## Task prompt
Search the data for the string "every" and copy each line where it turns up.

## Given records
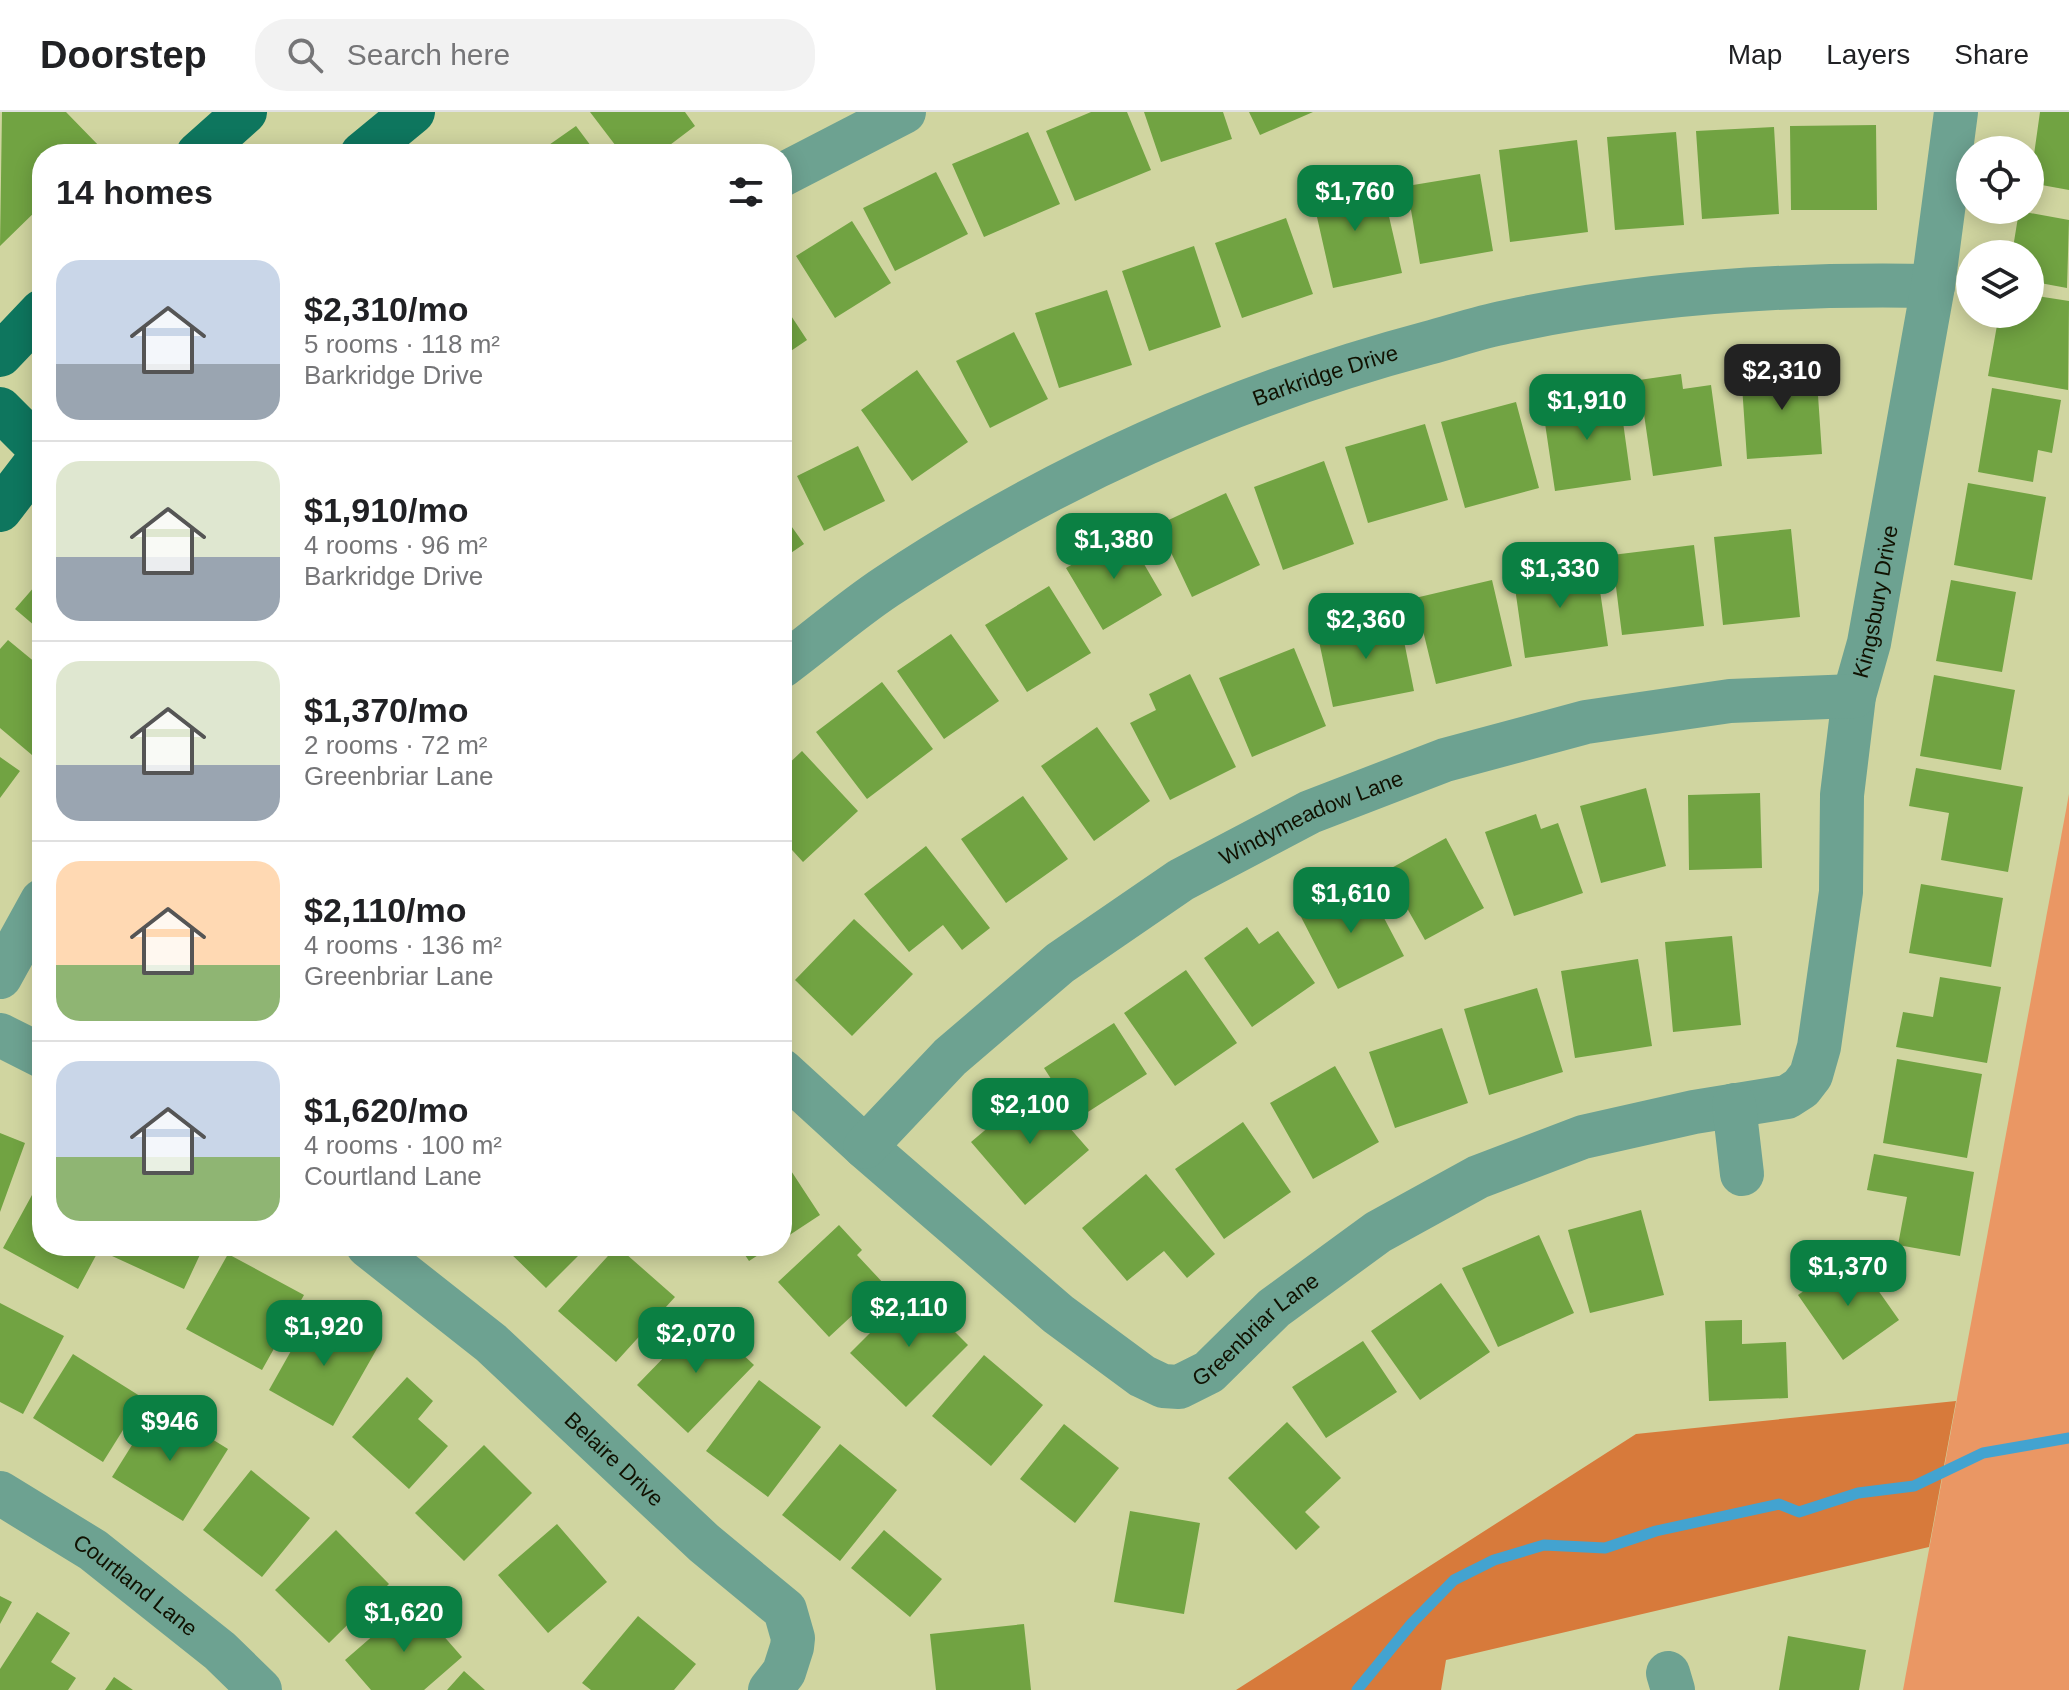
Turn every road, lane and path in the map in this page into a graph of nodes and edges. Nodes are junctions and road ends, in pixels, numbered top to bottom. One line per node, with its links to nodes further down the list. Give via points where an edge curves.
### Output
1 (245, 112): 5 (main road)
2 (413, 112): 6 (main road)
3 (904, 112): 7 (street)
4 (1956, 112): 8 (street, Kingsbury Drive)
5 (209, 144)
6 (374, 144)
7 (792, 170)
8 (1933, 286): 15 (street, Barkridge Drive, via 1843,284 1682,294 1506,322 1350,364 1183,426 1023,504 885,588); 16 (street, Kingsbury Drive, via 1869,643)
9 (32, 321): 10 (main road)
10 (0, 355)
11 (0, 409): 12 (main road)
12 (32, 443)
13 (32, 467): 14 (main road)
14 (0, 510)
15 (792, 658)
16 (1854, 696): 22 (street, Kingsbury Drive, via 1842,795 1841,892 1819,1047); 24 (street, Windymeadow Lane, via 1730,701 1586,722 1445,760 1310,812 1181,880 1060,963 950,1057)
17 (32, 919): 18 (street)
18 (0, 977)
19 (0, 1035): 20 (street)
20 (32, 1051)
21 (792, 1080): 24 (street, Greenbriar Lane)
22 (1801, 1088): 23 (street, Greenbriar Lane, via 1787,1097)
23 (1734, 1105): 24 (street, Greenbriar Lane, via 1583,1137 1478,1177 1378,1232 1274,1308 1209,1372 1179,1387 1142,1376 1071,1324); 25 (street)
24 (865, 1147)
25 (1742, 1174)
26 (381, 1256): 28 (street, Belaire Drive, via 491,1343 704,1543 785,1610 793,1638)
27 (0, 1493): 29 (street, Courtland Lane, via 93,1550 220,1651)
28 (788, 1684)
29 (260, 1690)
...
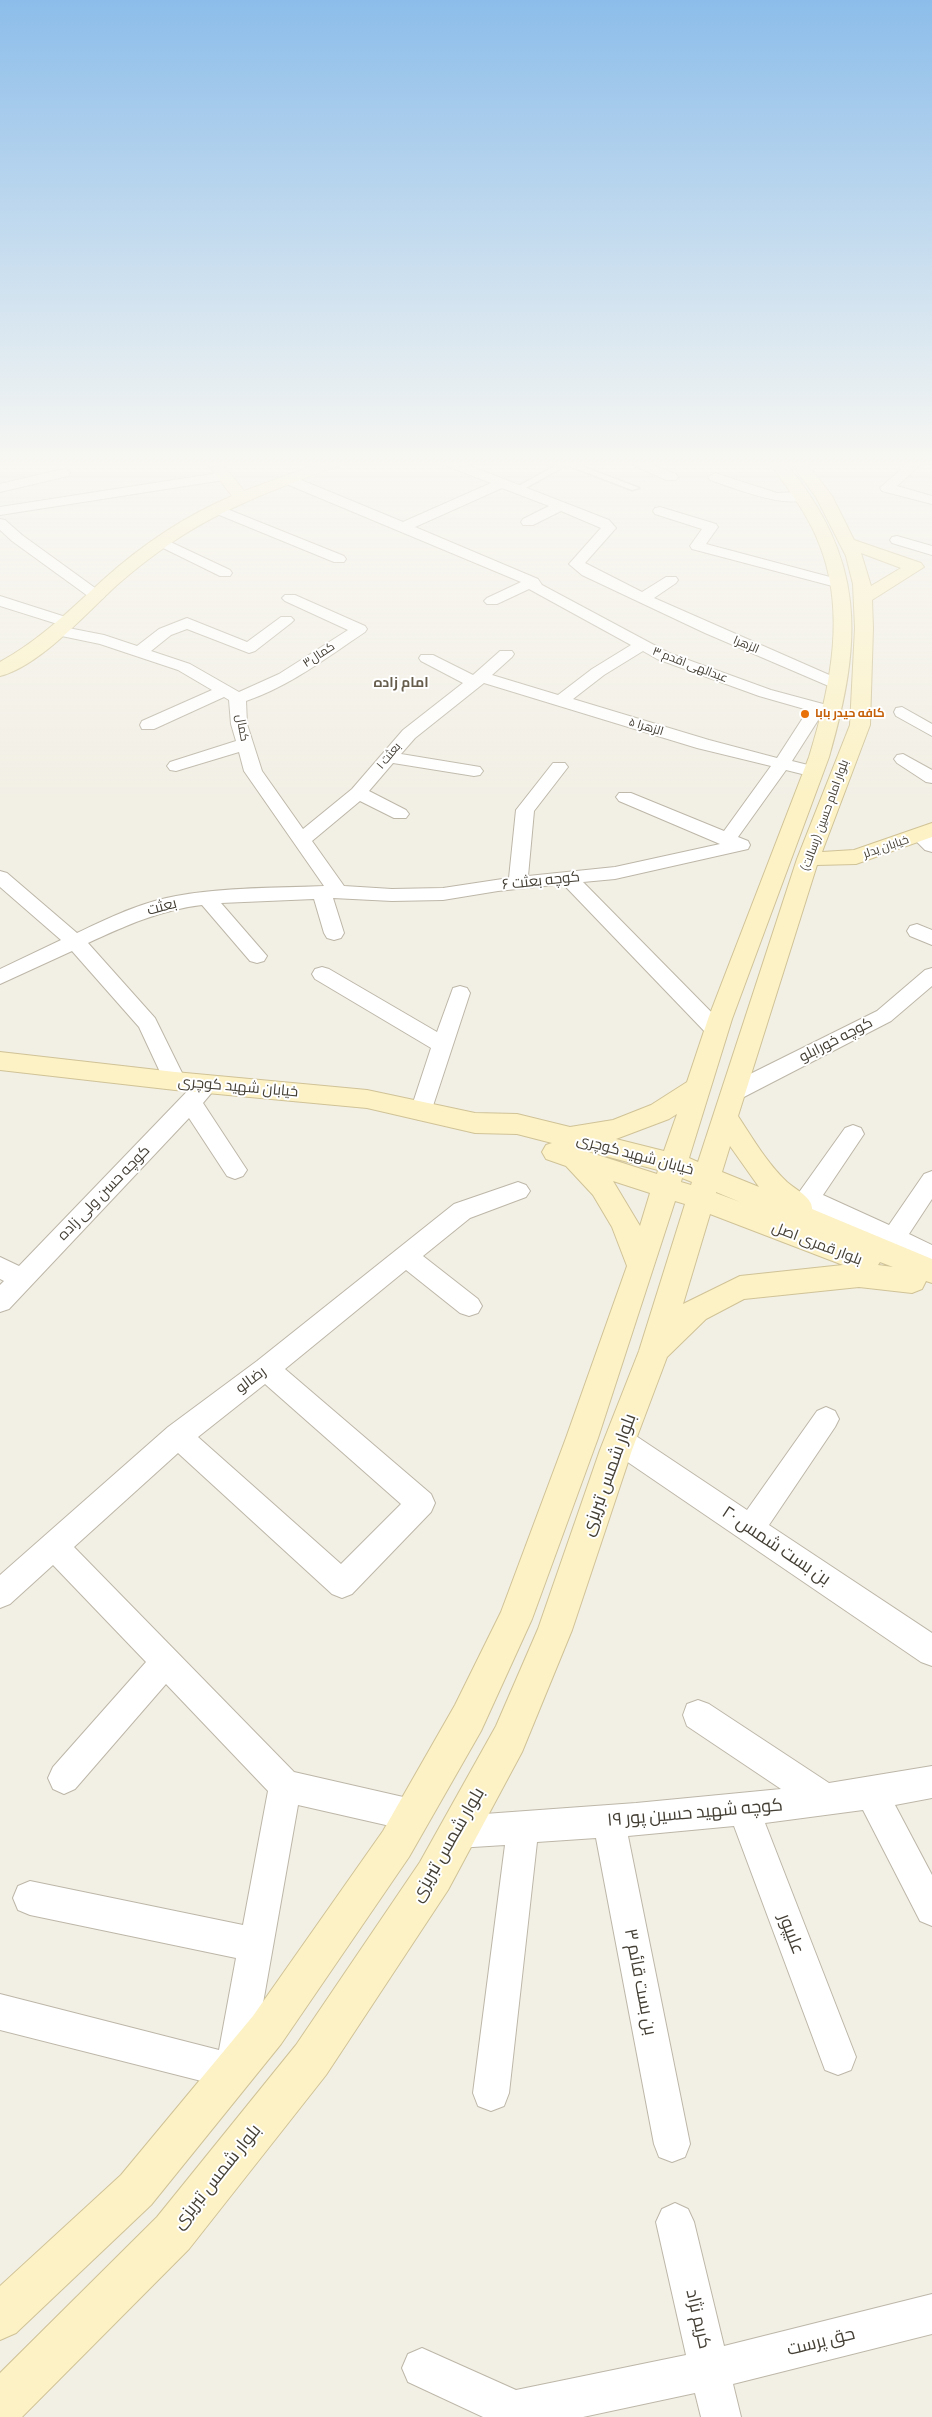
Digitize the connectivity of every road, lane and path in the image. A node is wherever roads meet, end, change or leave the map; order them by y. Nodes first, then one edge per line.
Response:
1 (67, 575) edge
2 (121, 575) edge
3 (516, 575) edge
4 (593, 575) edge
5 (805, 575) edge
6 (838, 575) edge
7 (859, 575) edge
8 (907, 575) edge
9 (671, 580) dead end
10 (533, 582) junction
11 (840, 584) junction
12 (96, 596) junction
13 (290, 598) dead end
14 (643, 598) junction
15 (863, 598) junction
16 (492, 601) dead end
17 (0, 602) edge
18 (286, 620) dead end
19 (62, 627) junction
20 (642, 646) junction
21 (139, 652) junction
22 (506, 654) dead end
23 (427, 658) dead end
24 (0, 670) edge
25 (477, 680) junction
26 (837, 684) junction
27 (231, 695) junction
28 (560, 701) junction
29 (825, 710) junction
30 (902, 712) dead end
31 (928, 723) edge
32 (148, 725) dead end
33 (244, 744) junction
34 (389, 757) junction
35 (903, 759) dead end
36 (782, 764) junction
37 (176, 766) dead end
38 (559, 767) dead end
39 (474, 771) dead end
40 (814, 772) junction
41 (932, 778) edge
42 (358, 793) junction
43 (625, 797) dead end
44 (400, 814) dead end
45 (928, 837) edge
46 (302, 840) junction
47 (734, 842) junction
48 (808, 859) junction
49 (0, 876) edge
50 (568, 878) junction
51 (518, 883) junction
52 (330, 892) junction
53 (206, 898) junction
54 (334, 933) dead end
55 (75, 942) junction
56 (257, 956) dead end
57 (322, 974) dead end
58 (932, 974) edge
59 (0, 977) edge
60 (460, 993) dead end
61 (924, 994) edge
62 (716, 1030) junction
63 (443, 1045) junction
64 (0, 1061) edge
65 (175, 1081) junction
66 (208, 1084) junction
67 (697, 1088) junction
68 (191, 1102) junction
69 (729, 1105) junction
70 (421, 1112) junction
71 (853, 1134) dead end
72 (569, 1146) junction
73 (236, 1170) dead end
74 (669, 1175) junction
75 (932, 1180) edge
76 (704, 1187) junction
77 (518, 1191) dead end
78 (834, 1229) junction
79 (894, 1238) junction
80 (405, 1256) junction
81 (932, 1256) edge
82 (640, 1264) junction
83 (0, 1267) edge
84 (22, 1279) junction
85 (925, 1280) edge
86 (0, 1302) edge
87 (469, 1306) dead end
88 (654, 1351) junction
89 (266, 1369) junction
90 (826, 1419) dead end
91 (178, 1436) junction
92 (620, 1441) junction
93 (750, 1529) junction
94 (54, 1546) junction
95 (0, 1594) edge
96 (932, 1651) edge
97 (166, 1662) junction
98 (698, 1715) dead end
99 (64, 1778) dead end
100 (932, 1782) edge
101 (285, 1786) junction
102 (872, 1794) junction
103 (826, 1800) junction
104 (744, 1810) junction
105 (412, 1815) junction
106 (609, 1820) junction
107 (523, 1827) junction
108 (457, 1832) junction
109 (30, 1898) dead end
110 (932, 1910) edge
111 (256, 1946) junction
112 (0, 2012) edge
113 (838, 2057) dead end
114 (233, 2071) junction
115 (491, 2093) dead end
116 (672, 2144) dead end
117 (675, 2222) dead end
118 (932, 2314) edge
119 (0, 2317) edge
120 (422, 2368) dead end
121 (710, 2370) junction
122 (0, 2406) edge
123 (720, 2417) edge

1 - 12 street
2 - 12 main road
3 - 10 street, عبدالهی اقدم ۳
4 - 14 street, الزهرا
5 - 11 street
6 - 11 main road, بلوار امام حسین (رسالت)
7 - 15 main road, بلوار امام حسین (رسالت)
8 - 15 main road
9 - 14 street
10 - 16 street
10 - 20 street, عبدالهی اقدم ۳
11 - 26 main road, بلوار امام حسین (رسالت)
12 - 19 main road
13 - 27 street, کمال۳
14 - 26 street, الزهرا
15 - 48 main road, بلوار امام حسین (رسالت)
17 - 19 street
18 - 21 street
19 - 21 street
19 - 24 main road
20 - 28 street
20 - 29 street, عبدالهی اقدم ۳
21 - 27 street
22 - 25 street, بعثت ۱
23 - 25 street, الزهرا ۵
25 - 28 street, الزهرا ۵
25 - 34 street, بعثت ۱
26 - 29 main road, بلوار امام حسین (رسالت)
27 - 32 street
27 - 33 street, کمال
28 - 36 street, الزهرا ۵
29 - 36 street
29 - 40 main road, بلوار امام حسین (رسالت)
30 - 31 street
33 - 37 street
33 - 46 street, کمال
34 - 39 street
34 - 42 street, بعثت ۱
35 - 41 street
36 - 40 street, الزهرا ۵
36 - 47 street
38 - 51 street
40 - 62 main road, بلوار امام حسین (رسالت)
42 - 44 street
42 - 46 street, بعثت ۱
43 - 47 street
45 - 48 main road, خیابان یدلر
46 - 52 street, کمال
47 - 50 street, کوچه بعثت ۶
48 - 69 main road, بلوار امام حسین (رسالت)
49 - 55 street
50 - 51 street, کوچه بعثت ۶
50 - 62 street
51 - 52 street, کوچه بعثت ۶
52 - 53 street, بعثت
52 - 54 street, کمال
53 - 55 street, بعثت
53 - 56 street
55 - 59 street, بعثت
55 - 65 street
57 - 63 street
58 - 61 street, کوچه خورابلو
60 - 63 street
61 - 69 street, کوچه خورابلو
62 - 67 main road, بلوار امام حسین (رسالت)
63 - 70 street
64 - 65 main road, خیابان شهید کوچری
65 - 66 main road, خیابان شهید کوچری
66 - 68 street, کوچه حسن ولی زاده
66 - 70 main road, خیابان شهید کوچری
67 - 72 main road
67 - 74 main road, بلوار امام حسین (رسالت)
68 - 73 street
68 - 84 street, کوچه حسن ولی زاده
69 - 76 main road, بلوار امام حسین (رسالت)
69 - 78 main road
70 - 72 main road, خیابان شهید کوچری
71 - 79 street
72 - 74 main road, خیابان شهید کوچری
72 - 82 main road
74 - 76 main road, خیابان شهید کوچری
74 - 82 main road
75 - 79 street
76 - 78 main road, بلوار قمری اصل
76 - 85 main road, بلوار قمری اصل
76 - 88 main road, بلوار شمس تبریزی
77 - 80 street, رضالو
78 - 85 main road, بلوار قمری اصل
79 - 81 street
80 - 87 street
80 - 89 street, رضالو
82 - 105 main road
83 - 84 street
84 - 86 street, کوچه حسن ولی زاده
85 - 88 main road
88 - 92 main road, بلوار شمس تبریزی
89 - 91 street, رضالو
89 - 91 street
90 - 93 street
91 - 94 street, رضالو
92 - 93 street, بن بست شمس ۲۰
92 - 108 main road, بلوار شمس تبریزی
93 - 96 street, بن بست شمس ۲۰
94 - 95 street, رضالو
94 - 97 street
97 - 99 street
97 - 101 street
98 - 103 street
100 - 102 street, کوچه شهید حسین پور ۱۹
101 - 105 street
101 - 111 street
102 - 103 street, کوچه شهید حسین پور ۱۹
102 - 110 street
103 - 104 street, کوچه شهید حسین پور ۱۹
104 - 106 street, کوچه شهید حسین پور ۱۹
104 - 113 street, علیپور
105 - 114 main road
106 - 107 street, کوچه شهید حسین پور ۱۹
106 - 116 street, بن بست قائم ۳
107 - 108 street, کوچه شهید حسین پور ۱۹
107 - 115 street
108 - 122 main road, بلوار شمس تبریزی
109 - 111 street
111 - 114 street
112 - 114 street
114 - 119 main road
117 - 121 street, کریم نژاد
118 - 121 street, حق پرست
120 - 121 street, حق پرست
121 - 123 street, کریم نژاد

## Exercise output
Turn every road, lane and path in the map in this page into a graph of nodes and edges. Nodes are junctions and road ends, in pixels, numbered top to bottom. One line per node, with its links to nodes further down the list. Give via points where an edge curves.
Digitize the connectivity of every road, lane and path in the image. A node is wherever roads meet, end, change or leave the map; order them by y. Nodes first, then one edge per line.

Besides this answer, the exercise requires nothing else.